Clinicopathologic characteristics of the tumors
Breast cancer was confirmed histologically, and progesterone receptor (PR) and estrogen receptor (ER) status were assessed. Breast cancer was staged according to the TNM system. The patients were classified according to tumor size (>1 cm or ≤1 cm) and lymph node metastasis (N0+N1 or N2+N3). Histological grading of breast cancer was based on the Bloom-Richardson system was used to determine the histological grade of breast cancer.
Tissue samples collection
Samples from 42 patients with newly diagnosed breast cancer who were surgically treated were collected from 2020 to 2021 at the General Surgery of E-Da Hospital. Samples of both cancerous and adjacent noncancerous breast tissue were obtained from these patients, none of who had undergone chemotherapy or radiotherapy before surgery. All surgical specimens were fixed in 10% buffered formalin embedded in paraffin, and 4-um-thick sections were cut for immunohistochemical (IHC) analysis and staining with hematoxylin and eosin. IHC staining was used to examine PR and ER status, and the standard HercepTest procedure (Dako 5204) was used for HER2/neu oncoprotein staining.
Immunohistochemistry
For IHC staining, the following procedures: (a) Deparaffinize sections, 3 changes of xylene, 10 minutes each; (b) Re-hydrate in 2 changes of absolute alcohol, 5 minutes each; (c) 95% alcohol for 2 minutes; (d) 85% alcohol for 2 minutes; (e) 75% alcohol for 2 minutes; (f) Wash 2 times in PBS buffer; (g) Hydrogen Peroxide Block to cover the sections for 10 mins. (Epredia, TL-125-QHD); (h) Heat-mediated antigen retrieval: Tris-EDTA (pH9.0), 15 mins; (i) Immunoblock, 5 mins. (Epredia, TL-125-QHD); (j) Primary antibody: L-FABP 1:500, 37°C 1hr. Wash 2 times in PBS buffer; (k) Secondary antibody (Epredia, TL-125-QHD); (l) Add 30 μl (1 drop) DAB Chromogen to 1.0 ml of DAB Buffer, mix by swirling and apply to tissue, 10 mins. (Epredia, TL-125-QHD); (m) Counterstain in hematoxylin solution for 1 minutes. Wash in running tap water 5 minutes; (n) Dehydrate through 95% alcohol, 2 changes of absolute alcohol, 5 minutes each; (o) Clear in 2 changes of xylene, 5 minutes each; (p) Mount with xylene based mounting medium and then examined by light microscopy.
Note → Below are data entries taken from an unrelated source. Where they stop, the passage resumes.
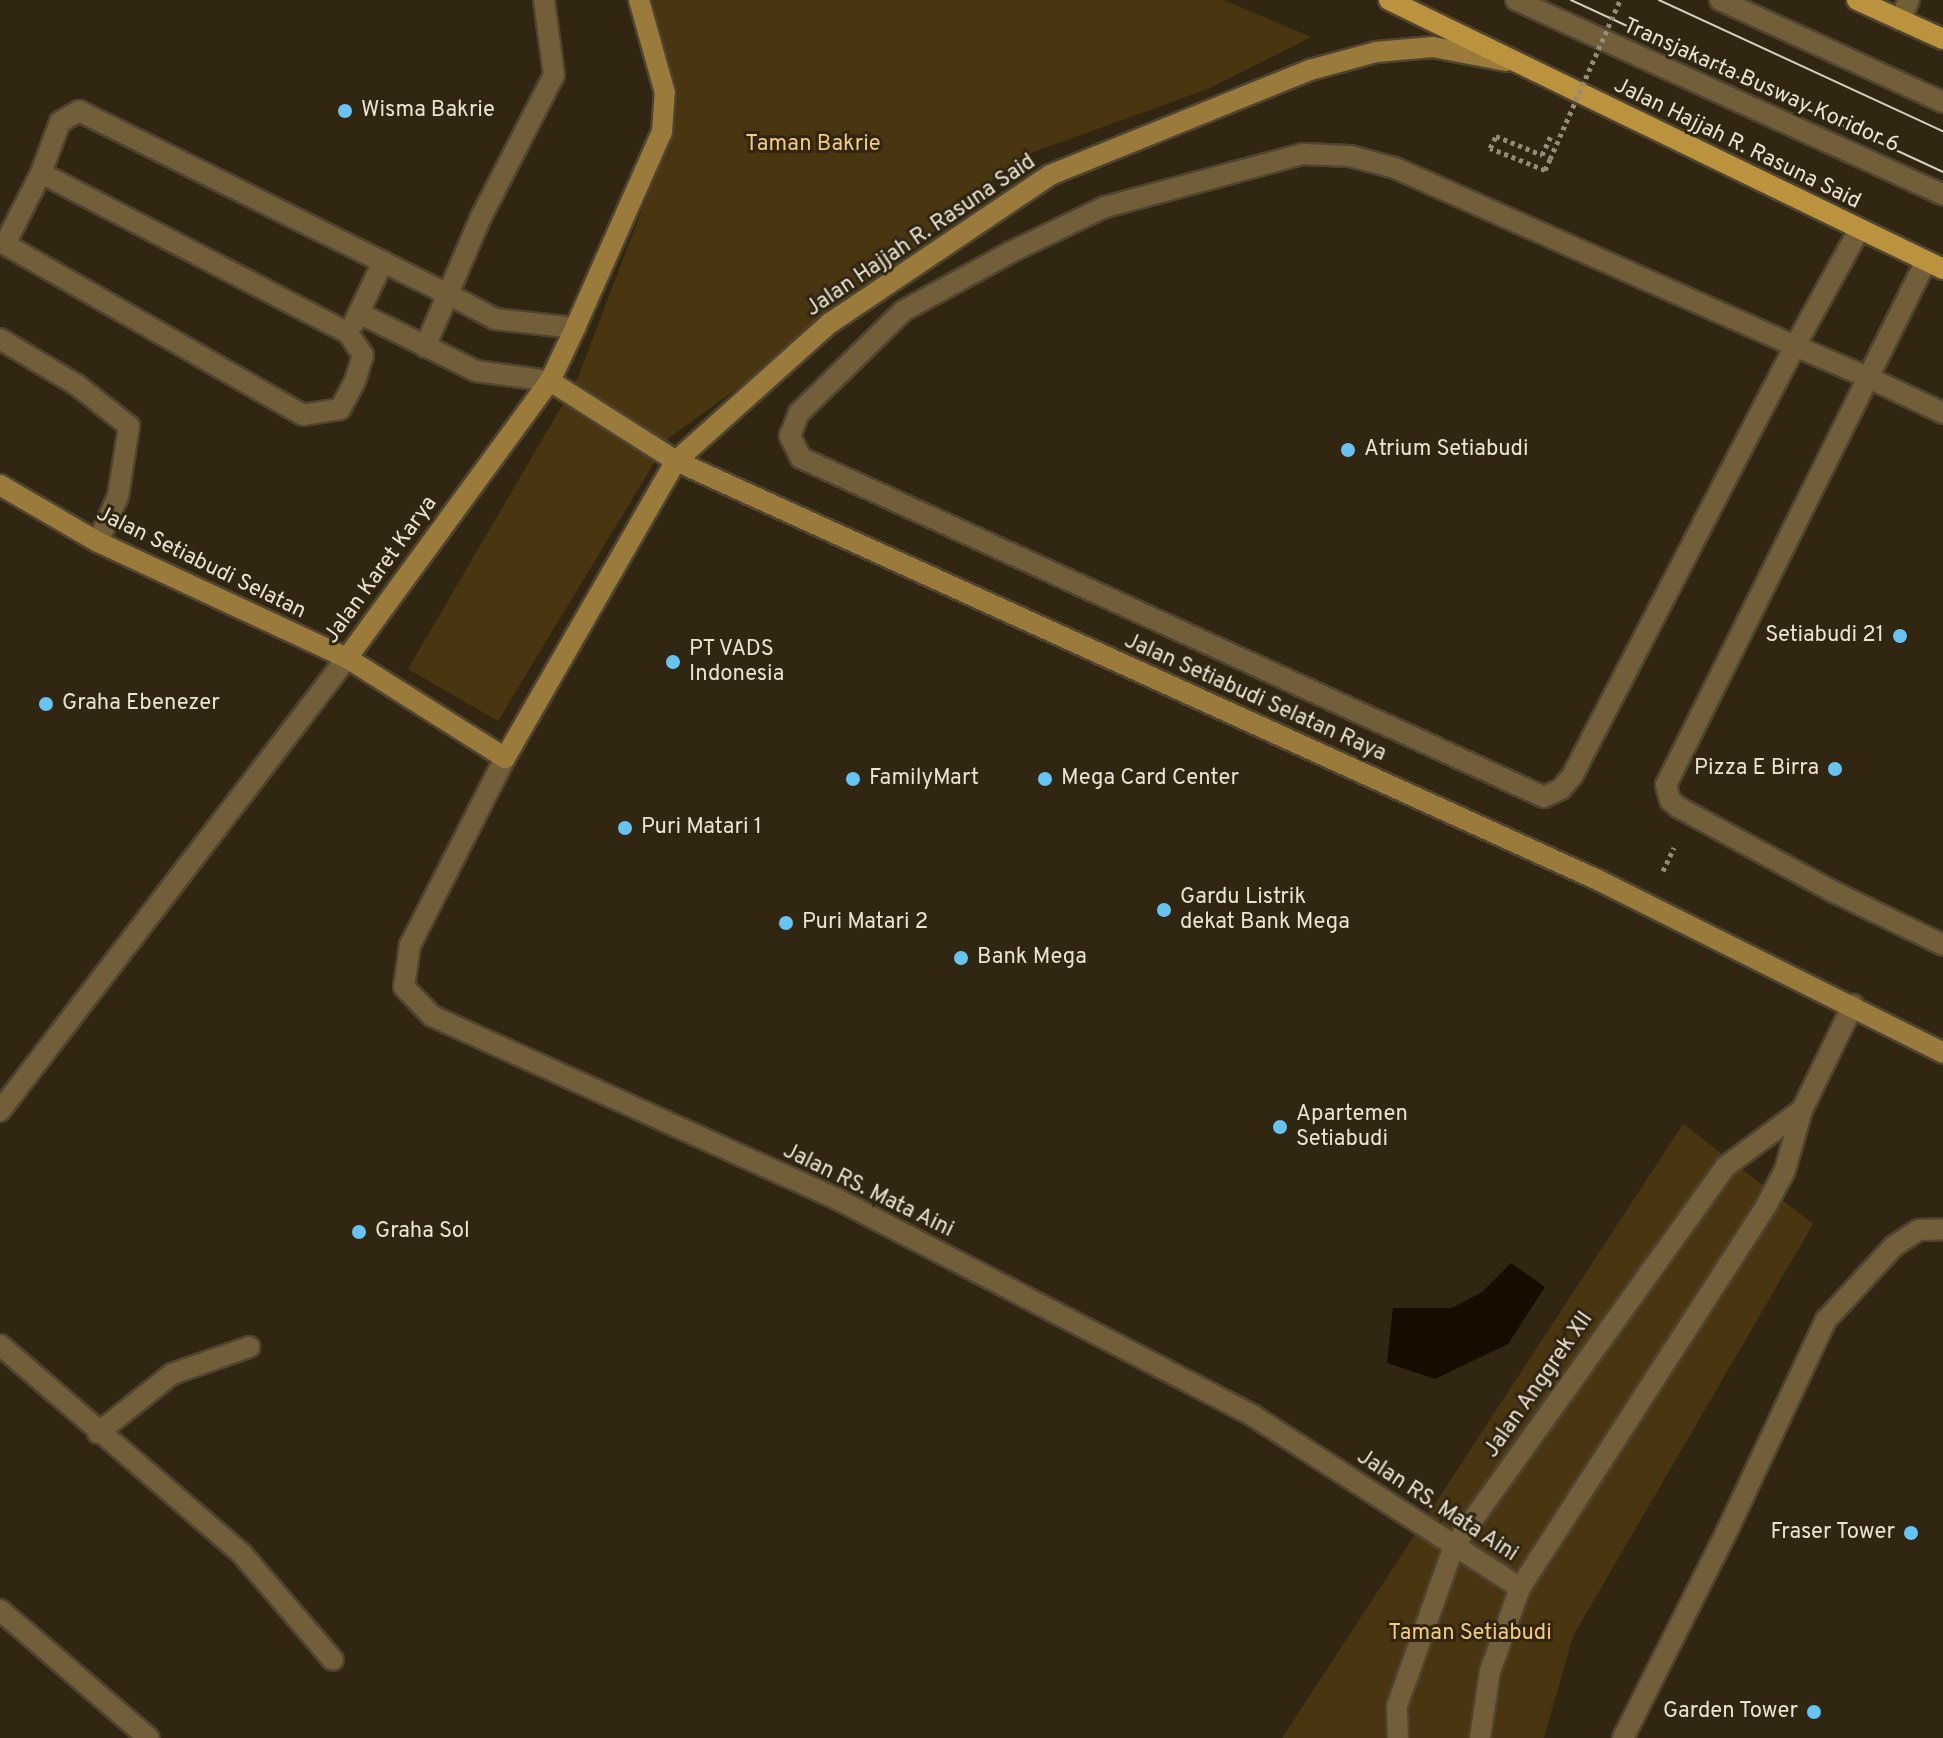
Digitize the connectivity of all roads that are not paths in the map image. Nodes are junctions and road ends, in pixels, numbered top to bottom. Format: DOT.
graph roads {
  1 [pos="544,0"];
  2 [pos="639,0"];
  3 [pos="1389,0"];
  4 [pos="1516,0"];
  5 [pos="1720,0"];
  6 [pos="1857,0"];
  7 [pos="1909,0"];
  8 [pos="1900,20"];
  9 [pos="1943,39"];
  10 [pos="1510,61"];
  11 [pos="1943,102"];
  12 [pos="41,173"];
  13 [pos="1943,195"];
  14 [pos="1859,230"];
  15 [pos="3,247"];
  16 [pos="383,262"];
  17 [pos="1935,265"];
  18 [pos="448,294"];
  19 [pos="359,313"];
  20 [pos="575,328"];
  21 [pos="348,333"];
  22 [pos="0,339"];
  23 [pos="1795,346"];
  24 [pos="425,347"];
  25 [pos="1867,377"];
  26 [pos="550,381"];
  27 [pos="1943,413"];
  28 [pos="676,461"];
  29 [pos="0,485"];
  30 [pos="98,542"];
  31 [pos="347,658"];
  32 [pos="505,758"];
  33 [pos="1943,945"];
  34 [pos="1853,1005"];
  35 [pos="1943,1053"];
  36 [pos="1802,1110"];
  37 [pos="0,1111"];
  38 [pos="1943,1229"];
  39 [pos="0,1345"];
  40 [pos="249,1347"];
  41 [pos="98,1433"];
  42 [pos="1454,1546"];
  43 [pos="1520,1588"];
  44 [pos="0,1610"];
  45 [pos="333,1660"];
  46 [pos="149,1738"];
  47 [pos="1398,1738"];
  48 [pos="1480,1738"];
  49 [pos="1623,1738"];
  1 -- 18 [label="street"];
  2 -- 20 [label="street, Jalan Karet Karya"];
  3 -- 10 [label="main road, Jalan Hajjah R. Rasuna Said"];
  4 -- 13 [label="street, Transjakarta Busway Koridor 6"];
  5 -- 11 [label="street"];
  6 -- 8 [label="main road"];
  7 -- 8 [label="street"];
  8 -- 9 [label="main road"];
  10 -- 14 [label="main road, Jalan Hajjah R. Rasuna Said"];
  10 -- 28 [label="street, Jalan Hajjah R. Rasuna Said"];
  12 -- 15 [label="street"];
  12 -- 16 [label="street"];
  12 -- 21 [label="street"];
  14 -- 17 [label="main road, Jalan Hajjah R. Rasuna Said"];
  14 -- 23 [label="street"];
  15 -- 21 [label="street"];
  16 -- 18 [label="street"];
  16 -- 19 [label="street"];
  17 -- 25 [label="street"];
  18 -- 20 [label="street"];
  18 -- 24 [label="street"];
  19 -- 21 [label="street"];
  19 -- 24 [label="street"];
  20 -- 26 [label="street, Jalan Karet Karya"];
  22 -- 30 [label="street"];
  23 -- 23 [label="street"];
  23 -- 25 [label="street"];
  24 -- 26 [label="street"];
  25 -- 27 [label="street"];
  25 -- 33 [label="street"];
  26 -- 28 [label="street, Jalan Setiabudi Selatan Raya"];
  26 -- 31 [label="street, Jalan Karet Karya"];
  28 -- 32 [label="street, Jalan Hajjah R. Rasuna Said"];
  28 -- 34 [label="street, Jalan Setiabudi Selatan Raya"];
  29 -- 30 [label="street, Jalan Setiabudi Selatan"];
  30 -- 31 [label="street, Jalan Setiabudi Selatan"];
  31 -- 32 [label="street, Jalan Setiabudi Selatan"];
  31 -- 37 [label="street, Jalan Karet Karya"];
  32 -- 42 [label="street, Jalan RS. Mata Aini"];
  34 -- 35 [label="street, Jalan Setiabudi Selatan Raya"];
  34 -- 36 [label="street, Jalan Anggrek XII"];
  36 -- 42 [label="street, Jalan Anggrek XII"];
  36 -- 43 [label="street, Jalan Anggrek XII"];
  38 -- 49 [label="street"];
  39 -- 41 [label="street"];
  40 -- 41 [label="street"];
  41 -- 45 [label="street"];
  42 -- 43 [label="street, Jalan RS. Mata Aini"];
  42 -- 47 [label="street, Jalan Anggrek XII"];
  43 -- 48 [label="street, Jalan Anggrek XII"];
  44 -- 46 [label="street"];
}
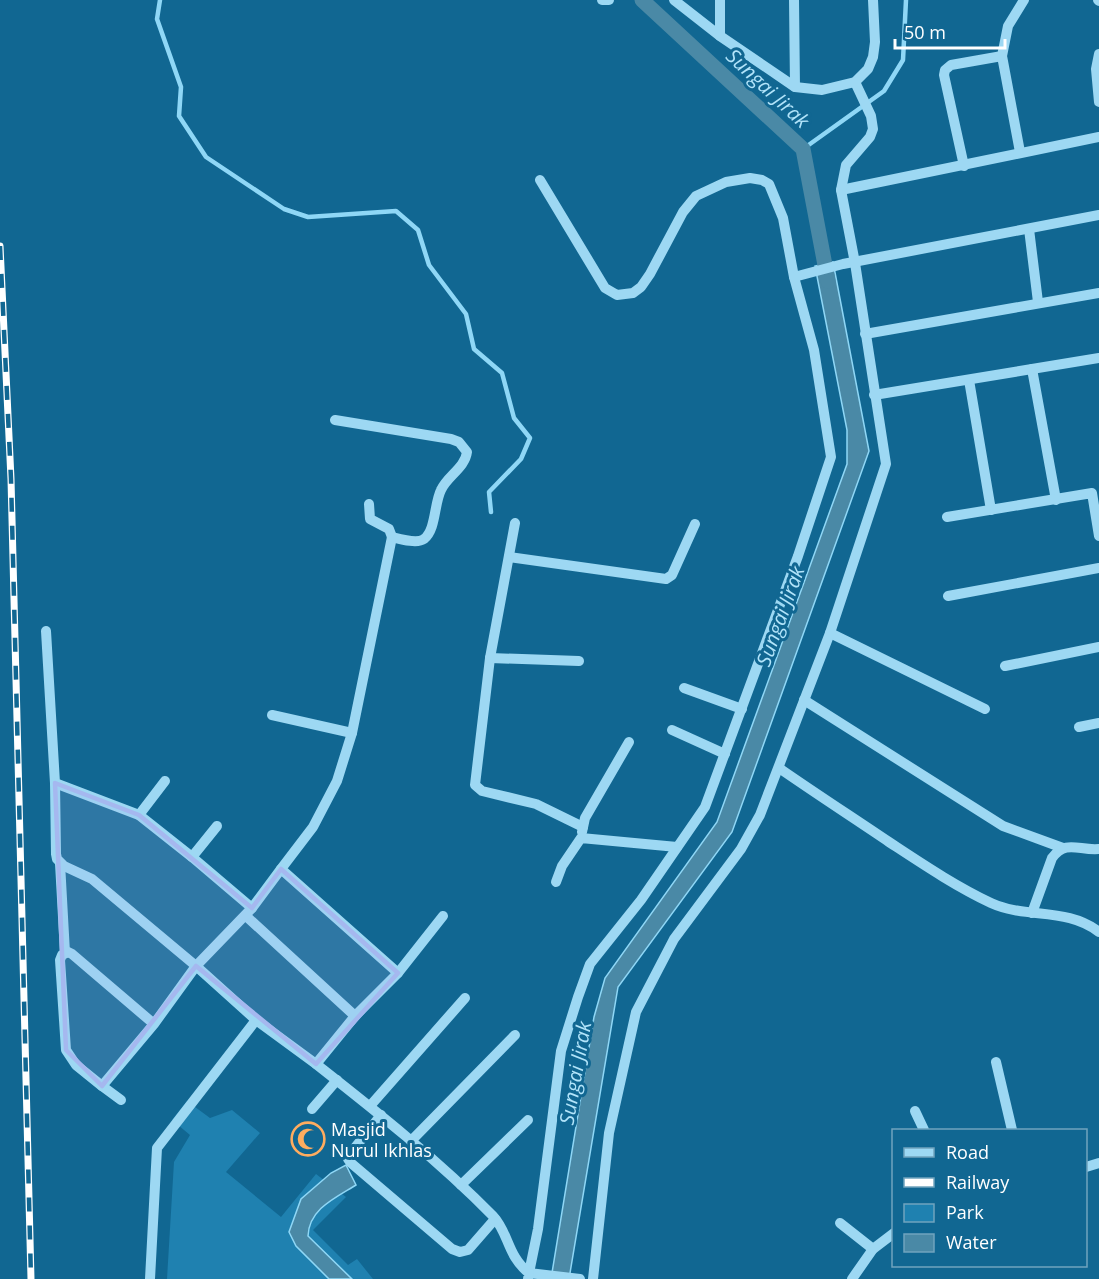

Evaluation of immunohistochemical staining
The L-FABP staining results were scored according to the percentage of positively stained cells in 4 quantitative categories from score 1 to score 4 as <25%, 25-50%, 51-75%, and >75% positive cells, respectively. Two independent experts scored the staining separately for each specimen simultaneously under the same conditions. Any cases of discordant scores were rechecked and scored through consensus.
Statistical analysis
The Kolmogorov-Smirnov test was used to check data normality. Normally distributed continuous variables were presented as mean ± SD, and non-normally distributed variables were presented as median (interquartile range [IQR]). The unpaired Student’s t-test was used to analyze differences in continuous variables. One-way analysis of variance was used to assess the effects of L-FABP among the tumor stage groups. As the distributions of ALT, APRI, monocyte count, serum triglycerides, and plasma L-FABP were skewed, the values were logarithmically transformed before analysis. Categorical variables were presented as frequency (percentage), and differences were analyzed using the chi-square test. Multiple logistic regression analysis was used to identify independent associations between the variables and the presence of breast cancer with the controls as reference. Spearman rank correlation analysis was used to assess associations among plasma L-FABP level and the other variables. A two-sided p value < 0.05 was considered to be statistically significant. All analyses were performed using SAS statistical software, version 8.2 (SAS Institute Inc., Cary, NC, USA).